Growing up on a dairy farm, Moran says the experience gave him a great appreciation for the commitment and passion that dairy farmers put into their work every day.
"As Australians, we're lucky to have such a fantastic range of dairy produce on our doorstep," he says.
"Cheese is an integral and timeless ingredient that can be used to achieve balance in a dish or simply as a delicious stand-alone for a starter or after dinner snack."
Cheese producers are calling on Australians to stack their cheeseboards full of homegrown, handcrafted produce.
From cured meats and fruit to an interesting range of mustard, cornichons, olives and cheeses, it's easy to whip up a well-curated charcuterie board at home.
Moran says there are plenty of cheeses and other ingredients you can use to add interest to your platter.

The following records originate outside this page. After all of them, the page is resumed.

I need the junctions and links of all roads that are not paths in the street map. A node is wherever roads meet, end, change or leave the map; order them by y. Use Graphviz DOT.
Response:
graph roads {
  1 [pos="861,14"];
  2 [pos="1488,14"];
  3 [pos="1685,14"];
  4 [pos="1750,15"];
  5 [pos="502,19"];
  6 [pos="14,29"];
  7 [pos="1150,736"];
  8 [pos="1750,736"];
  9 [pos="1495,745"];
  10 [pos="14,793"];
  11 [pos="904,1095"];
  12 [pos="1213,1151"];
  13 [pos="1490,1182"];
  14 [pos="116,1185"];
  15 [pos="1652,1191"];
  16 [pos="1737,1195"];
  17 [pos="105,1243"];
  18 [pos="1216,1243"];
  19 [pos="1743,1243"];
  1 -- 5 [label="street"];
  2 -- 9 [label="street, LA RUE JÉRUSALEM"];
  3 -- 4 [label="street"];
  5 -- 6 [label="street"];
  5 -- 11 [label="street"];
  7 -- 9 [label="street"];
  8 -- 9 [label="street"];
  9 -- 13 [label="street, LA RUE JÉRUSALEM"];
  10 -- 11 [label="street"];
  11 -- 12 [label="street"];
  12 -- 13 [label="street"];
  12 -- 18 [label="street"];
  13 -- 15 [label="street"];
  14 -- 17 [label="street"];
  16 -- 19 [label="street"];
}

"A soft, creamy, white mould cheese, a mild washed rind or a hard cheese for contrasting texture will bring big flavour," he says.
"You can pair these with some gorgeous Australian produce, like local honey, seasonal fruits and pastes."
Have a squeeze of lemon or lime juice on hand to keep your apple and pear slices looking good.
A drizzle of honey over strong goat's cheese or blue cheese can enhance the flavour.
Walnuts go well with blue cheese, as do hazelnuts with strong cheddar.
Home-made pickled onions, baby gherkins and olives can also add pep to the palate, especially if the platter is coming before a sweet course.
Beers and wines with good acidity, pinot noirs and sangioveses, will go with cheeses better than tannic wines.
Bubbles are great, whether Champagne or good dry Lambrusco. Fragile, older reds should be paired cautiously with any cheese.
Australians are already eating close to 13.5kg of cheese per capita each year, according to Dairy Australia. Cheddar remains the most popular variety of cheese, but non-cheddar cheese figures have increased.
Dairy Australia's Alexandra Kury says incorporating dairy into your diet can reduce the risk of hypertension and type 2 diabetes and support strong bones and teeth.
Across the country, many cheese shops have opened and more restaurants are putting care and thought into their cheese courses.
Modern cheese trends, including cheese tea (tea with a cheesy cap of foam) and creamy cheese wheel pasta (a cheese bowl cooked by waiting staff at your table) have taken the melt one step further.
Woombye Cheese Company in Queensland are rolling their brie in ash to add a smoky flavour profile and a striking colour to a cheeseboard.
Cheesemonger Hakim Halim from RIPE Cheese says there is demand for locally produced artisan cheese.
"It's the ultimate indulgent product for a Friday night in," he says.
"Cheese adds a touch of class to any meal, a companion to your wine and allows you to just gather your family around a cheese board for a snack."
The pandemic has seen cheese lovers clinking wine glasses over Zoom and experimenting with gourmet cheeses with distinct flavours and luxurious textures.
Chiara Nohra has a virtual cheese and wine hour with friends monthly.
"It's the perfect way to encourage social distancing while giving people a much-needed outlet to socialise. All my mates logged on and you felt you were partying in the same room."